Start of Data extract

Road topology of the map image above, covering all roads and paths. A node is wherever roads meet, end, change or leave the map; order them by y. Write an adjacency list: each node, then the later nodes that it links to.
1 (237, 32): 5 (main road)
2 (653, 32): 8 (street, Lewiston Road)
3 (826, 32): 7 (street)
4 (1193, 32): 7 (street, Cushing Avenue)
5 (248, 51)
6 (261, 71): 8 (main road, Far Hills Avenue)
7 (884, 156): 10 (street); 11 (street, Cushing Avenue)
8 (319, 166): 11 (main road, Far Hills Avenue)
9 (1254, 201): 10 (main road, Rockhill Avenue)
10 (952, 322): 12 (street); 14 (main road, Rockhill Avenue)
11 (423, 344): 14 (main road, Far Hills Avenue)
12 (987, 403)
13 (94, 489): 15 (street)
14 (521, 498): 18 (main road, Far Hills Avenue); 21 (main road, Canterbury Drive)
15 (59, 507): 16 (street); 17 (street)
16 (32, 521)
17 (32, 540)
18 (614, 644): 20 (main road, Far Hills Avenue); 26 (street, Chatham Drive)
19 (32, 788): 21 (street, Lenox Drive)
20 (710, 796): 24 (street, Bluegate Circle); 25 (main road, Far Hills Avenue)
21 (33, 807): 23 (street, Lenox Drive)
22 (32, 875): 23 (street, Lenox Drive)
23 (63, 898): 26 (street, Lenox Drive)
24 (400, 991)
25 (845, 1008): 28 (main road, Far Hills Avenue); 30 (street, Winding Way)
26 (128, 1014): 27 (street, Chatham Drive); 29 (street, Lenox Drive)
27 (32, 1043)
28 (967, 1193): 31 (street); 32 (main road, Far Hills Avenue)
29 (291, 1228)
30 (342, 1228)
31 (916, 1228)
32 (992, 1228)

End of Data extract

• What you will do: In the material above, show every line where the word "Avenue" turns up.

• Result below:
4 (1193, 32): 7 (street, Cushing Avenue)
6 (261, 71): 8 (main road, Far Hills Avenue)
7 (884, 156): 10 (street); 11 (street, Cushing Avenue)
8 (319, 166): 11 (main road, Far Hills Avenue)
9 (1254, 201): 10 (main road, Rockhill Avenue)
10 (952, 322): 12 (street); 14 (main road, Rockhill Avenue)
11 (423, 344): 14 (main road, Far Hills Avenue)
14 (521, 498): 18 (main road, Far Hills Avenue); 21 (main road, Canterbury Drive)
18 (614, 644): 20 (main road, Far Hills Avenue); 26 (street, Chatham Drive)
20 (710, 796): 24 (street, Bluegate Circle); 25 (main road, Far Hills Avenue)
25 (845, 1008): 28 (main road, Far Hills Avenue); 30 (street, Winding Way)
28 (967, 1193): 31 (street); 32 (main road, Far Hills Avenue)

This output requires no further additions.